Visitando o site da Prefeitura, encontrei o Serviço de Atendimento ao Cidadão. Que maravilha a democracia virtual, não é mesmo? Com um simples clique do mouse, podemos participar dos rumos da nossa cidade.

Passo número 1: escolher o tema da solicitação. Utilizo o campo de busca, procuro por “manobrista” e “valet park”… Nada. No lugar da busca, tento uma lista de assuntos pré-definidos: iluminação, IPTU, moradores de rua….

Hmm, “CET – Estacionamento”, devo estar no caminho certo. Com um clique, o site me leva para outra tela, onde devo escolher um subtema.

Além da “solicitação de vagas de estacionamento regulamentado”, todas as outras opções se referem à “dificuldade de estacionamento” (para deficientes físicos, caminhões, embarque e desembarque”. Trocando em miúdos, todas as opções referentes ao “estacionamento” tratam de problemas enfrentados pelos motoristas.

Volto à primeira tela. Mais uma busca entre os temas: “Passeio público”, deve ser este. Buracos, piso escorregadio, solicitação de reformas… Nada…

“Obstáculo dificultando acessibilidade”. Bingo! Aquele carro estava dificultando a acessibilidade, deve ser este o subtema.

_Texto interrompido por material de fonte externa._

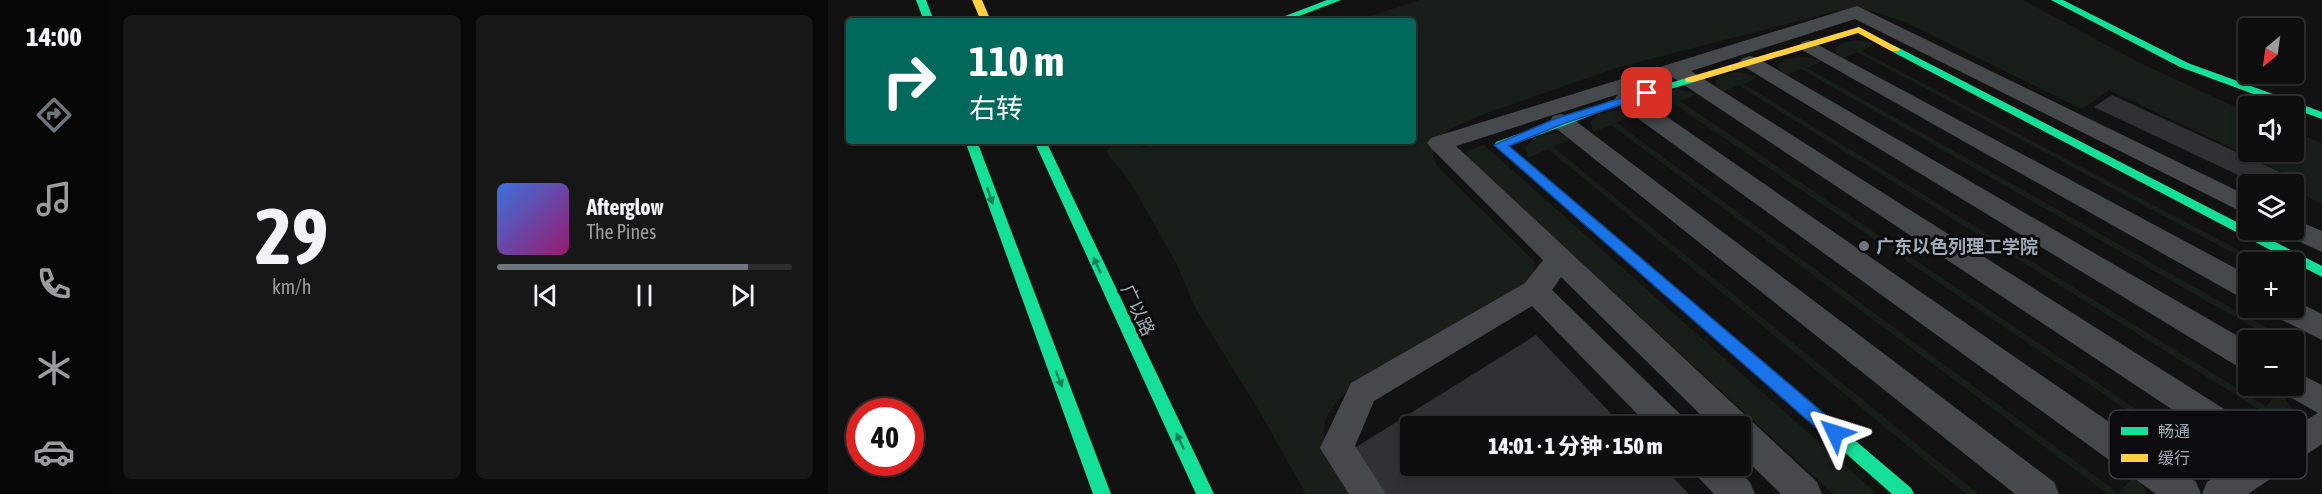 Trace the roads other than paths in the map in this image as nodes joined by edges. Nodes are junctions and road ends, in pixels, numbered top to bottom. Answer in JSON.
{"nodes":[{"id":1,"x":921,"y":0,"type":"edge"},
{"id":2,"x":977,"y":0,"type":"edge"},
{"id":3,"x":1336,"y":0,"type":"edge"},
{"id":4,"x":2056,"y":0,"type":"edge"},
{"id":5,"x":928,"y":18,"type":"edge"},
{"id":6,"x":985,"y":18,"type":"edge"},
{"id":7,"x":1285,"y":18,"type":"edge"},
{"id":8,"x":1809,"y":46,"type":"junction"},
{"id":9,"x":1750,"y":62,"type":"junction"},
{"id":10,"x":1682,"y":75,"type":"junction"},
{"id":11,"x":1626,"y":99,"type":"junction"},
{"id":12,"x":2322,"y":116,"type":"edge"},
{"id":13,"x":1561,"y":121,"type":"junction"},
{"id":14,"x":972,"y":144,"type":"edge"},
{"id":15,"x":1041,"y":144,"type":"edge"},
{"id":16,"x":2238,"y":201,"type":"edge"},
{"id":17,"x":2304,"y":233,"type":"edge"},
{"id":18,"x":2322,"y":242,"type":"edge"},
{"id":19,"x":1559,"y":259,"type":"junction"},
{"id":20,"x":2322,"y":272,"type":"edge"},
{"id":21,"x":2238,"y":282,"type":"edge"},
{"id":22,"x":1535,"y":291,"type":"junction"},
{"id":23,"x":2303,"y":318,"type":"edge"},
{"id":24,"x":2322,"y":328,"type":"edge"},
{"id":25,"x":2238,"y":351,"type":"edge"},
{"id":26,"x":2304,"y":390,"type":"edge"},
{"id":27,"x":2322,"y":401,"type":"edge"},
{"id":28,"x":2199,"y":410,"type":"edge"},
{"id":29,"x":1660,"y":416,"type":"edge"},
{"id":30,"x":1724,"y":416,"type":"edge"},
{"id":31,"x":2322,"y":426,"type":"edge"},
{"id":32,"x":2307,"y":436,"type":"edge"},
{"id":33,"x":2109,"y":441,"type":"edge"},
{"id":34,"x":1751,"y":442,"type":"edge"},
{"id":35,"x":1720,"y":476,"type":"edge"},
{"id":36,"x":2163,"y":479,"type":"edge"},
{"id":37,"x":2242,"y":479,"type":"edge"},
{"id":38,"x":1102,"y":494,"type":"edge"},
{"id":39,"x":1205,"y":494,"type":"edge"},
{"id":40,"x":1369,"y":494,"type":"edge"},
{"id":41,"x":1738,"y":494,"type":"edge"},
{"id":42,"x":1805,"y":494,"type":"edge"},
{"id":43,"x":1905,"y":494,"type":"edge"},
{"id":44,"x":2042,"y":494,"type":"edge"},
{"id":45,"x":2184,"y":494,"type":"edge"},
{"id":46,"x":2219,"y":494,"type":"edge"}],
"edges":[{"from":1,"to":5,"type":"street"},
{"from":2,"to":6,"type":"street"},
{"from":3,"to":7,"type":"street"},
{"from":4,"to":12,"type":"street"},
{"from":8,"to":9,"type":"street"},
{"from":8,"to":20,"type":"street"},
{"from":8,"to":21,"type":"street"},
{"from":9,"to":10,"type":"street"},
{"from":9,"to":25,"type":"street"},
{"from":10,"to":11,"type":"street"},
{"from":10,"to":16,"type":"street"},
{"from":10,"to":19,"type":"street"},
{"from":10,"to":28,"type":"street"},
{"from":11,"to":13,"type":"street"},
{"from":11,"to":33,"type":"street"},
{"from":13,"to":43,"type":"street"},
{"from":13,"to":44,"type":"street"},
{"from":14,"to":38,"type":"street","one_way":true},
{"from":39,"to":15,"type":"street","name":"广以路","one_way":true},
{"from":17,"to":18,"type":"street"},
{"from":19,"to":22,"type":"street"},
{"from":19,"to":30,"type":"street"},
{"from":22,"to":29,"type":"street"},
{"from":22,"to":40,"type":"street"},
{"from":23,"to":24,"type":"street"},
{"from":26,"to":27,"type":"street"},
{"from":31,"to":32,"type":"street"},
{"from":34,"to":42,"type":"street"},
{"from":35,"to":41,"type":"street"},
{"from":36,"to":45,"type":"street"},
{"from":37,"to":46,"type":"street"}]} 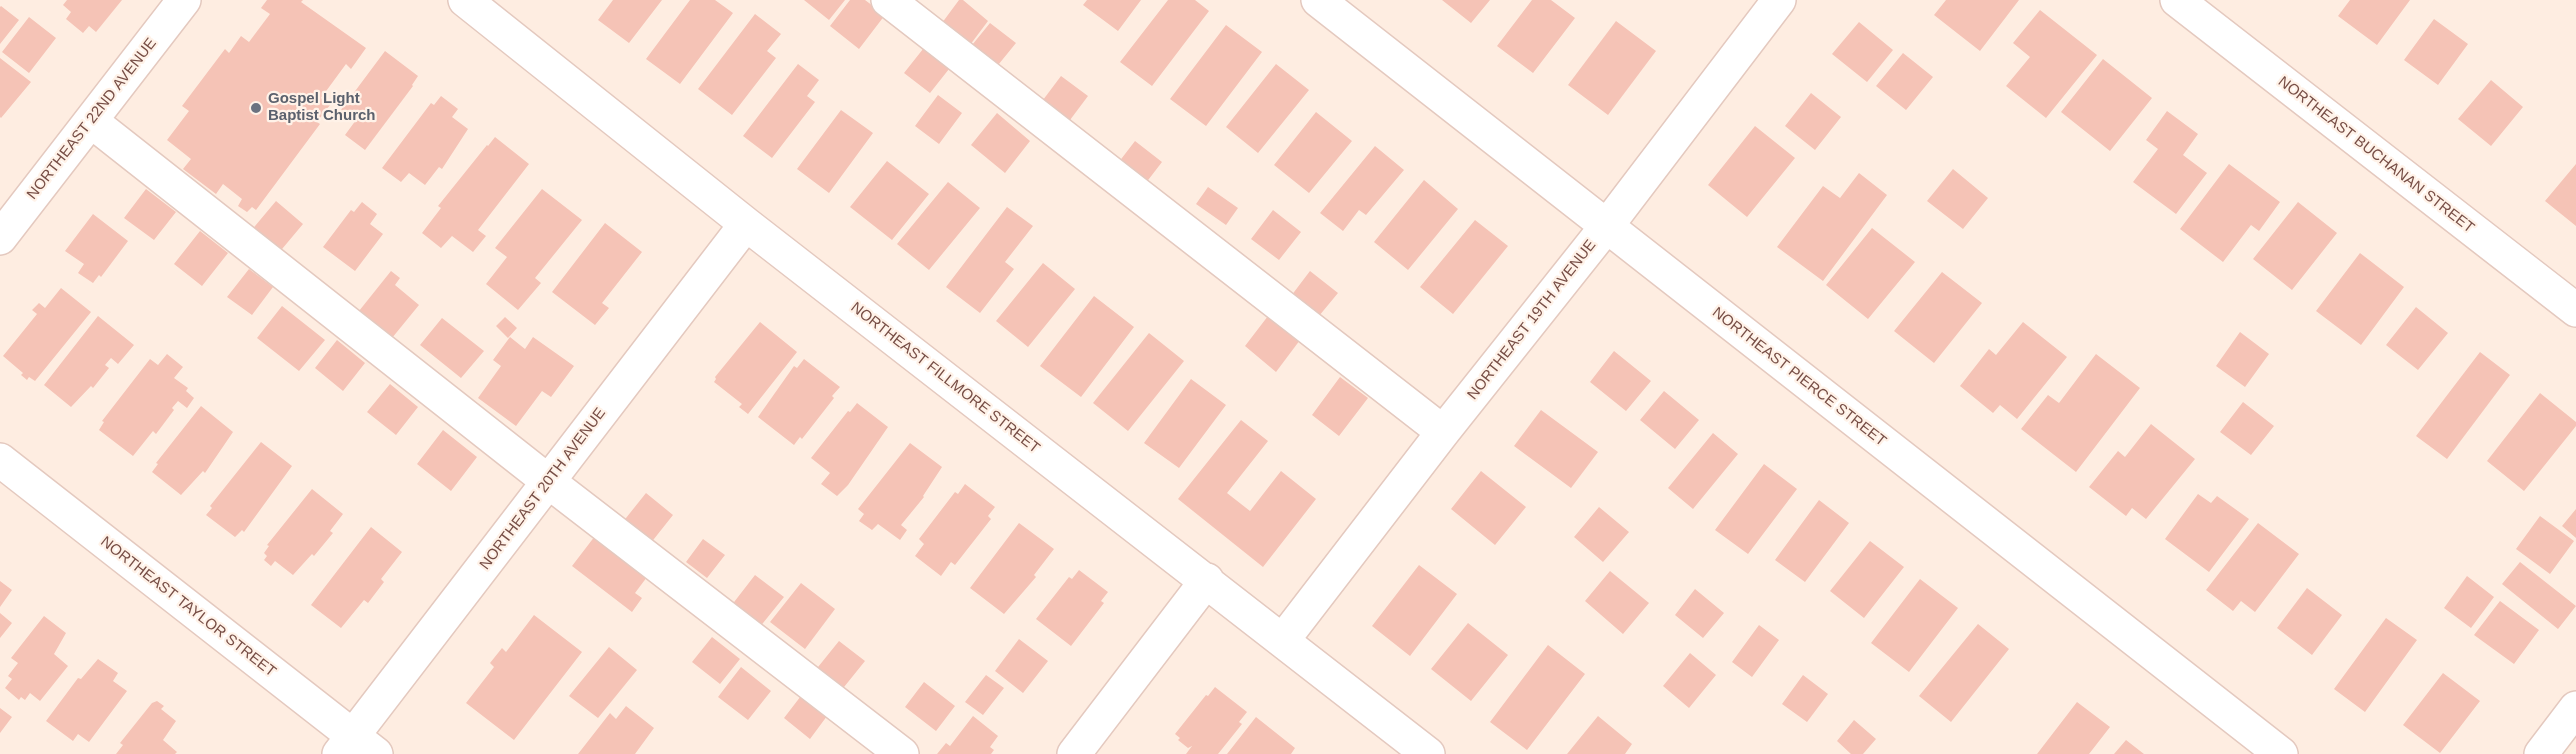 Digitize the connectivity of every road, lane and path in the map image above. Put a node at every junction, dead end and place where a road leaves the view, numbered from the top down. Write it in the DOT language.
graph roads {
  1 [pos="184,0"];
  2 [pos="465,0"];
  3 [pos="888,0"];
  4 [pos="1318,0"];
  5 [pos="1779,0"];
  6 [pos="2177,0"];
  7 [pos="91,122"];
  8 [pos="746,224"];
  9 [pos="1606,227"];
  10 [pos="0,238"];
  11 [pos="2576,310"];
  12 [pos="1443,432"];
  13 [pos="0,460"];
  14 [pos="549,482"];
  15 [pos="1207,580"];
  16 [pos="1283,640"];
  17 [pos="2576,708"];
  18 [pos="356,748"];
  19 [pos="902,754"];
  20 [pos="1074,754"];
  21 [pos="1428,754"];
  22 [pos="2281,754"];
  23 [pos="2541,754"];
  1 -- 7 [label="street, NORTHEAST 22ND AVENUE"];
  2 -- 8 [label="street, NORTHEAST FILLMORE STREET"];
  3 -- 12 [label="street"];
  4 -- 9 [label="street, NORTHEAST PIERCE STREET"];
  5 -- 9 [label="street, NORTHEAST 19TH AVENUE"];
  6 -- 11 [label="street, NORTHEAST BUCHANAN STREET"];
  7 -- 10 [label="street, NORTHEAST 22ND AVENUE"];
  7 -- 14 [label="street"];
  8 -- 14 [label="street, NORTHEAST 20TH AVENUE"];
  8 -- 15 [label="street, NORTHEAST FILLMORE STREET"];
  9 -- 12 [label="street, NORTHEAST 19TH AVENUE"];
  9 -- 22 [label="street, NORTHEAST PIERCE STREET"];
  12 -- 16 [label="street, NORTHEAST 19TH AVENUE"];
  13 -- 18 [label="street, NORTHEAST TAYLOR STREET"];
  14 -- 18 [label="street, NORTHEAST 20TH AVENUE"];
  14 -- 19 [label="street"];
  15 -- 16 [label="street, NORTHEAST FILLMORE STREET"];
  15 -- 20 [label="street"];
  16 -- 21 [label="street, NORTHEAST FILLMORE STREET"];
  17 -- 23 [label="street"];
}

Que nada: entre as opções de “obstáculos”, apenas bancas de jornal, coletores de lixo e camelôs (que depois do “rapa” são substituídos por motos da guarda municipal). Nada de veículos sobre calçadas, “puxadinhos” que invadem o passeio público ou guarda-sóis de valet park que obstruem a passagem de pedestres.

Mais uma olhada nos temas e encontro a palavra mágica: “Trânsito”. Na segunda tela, a descrição parece perfeita: “reserva de vaga indevida”. Ora, o valet park do tal restaurante estava reservando uma vaga de forma indevida. Deve ser isso… Feliz e contente, cadastro minha denúncia.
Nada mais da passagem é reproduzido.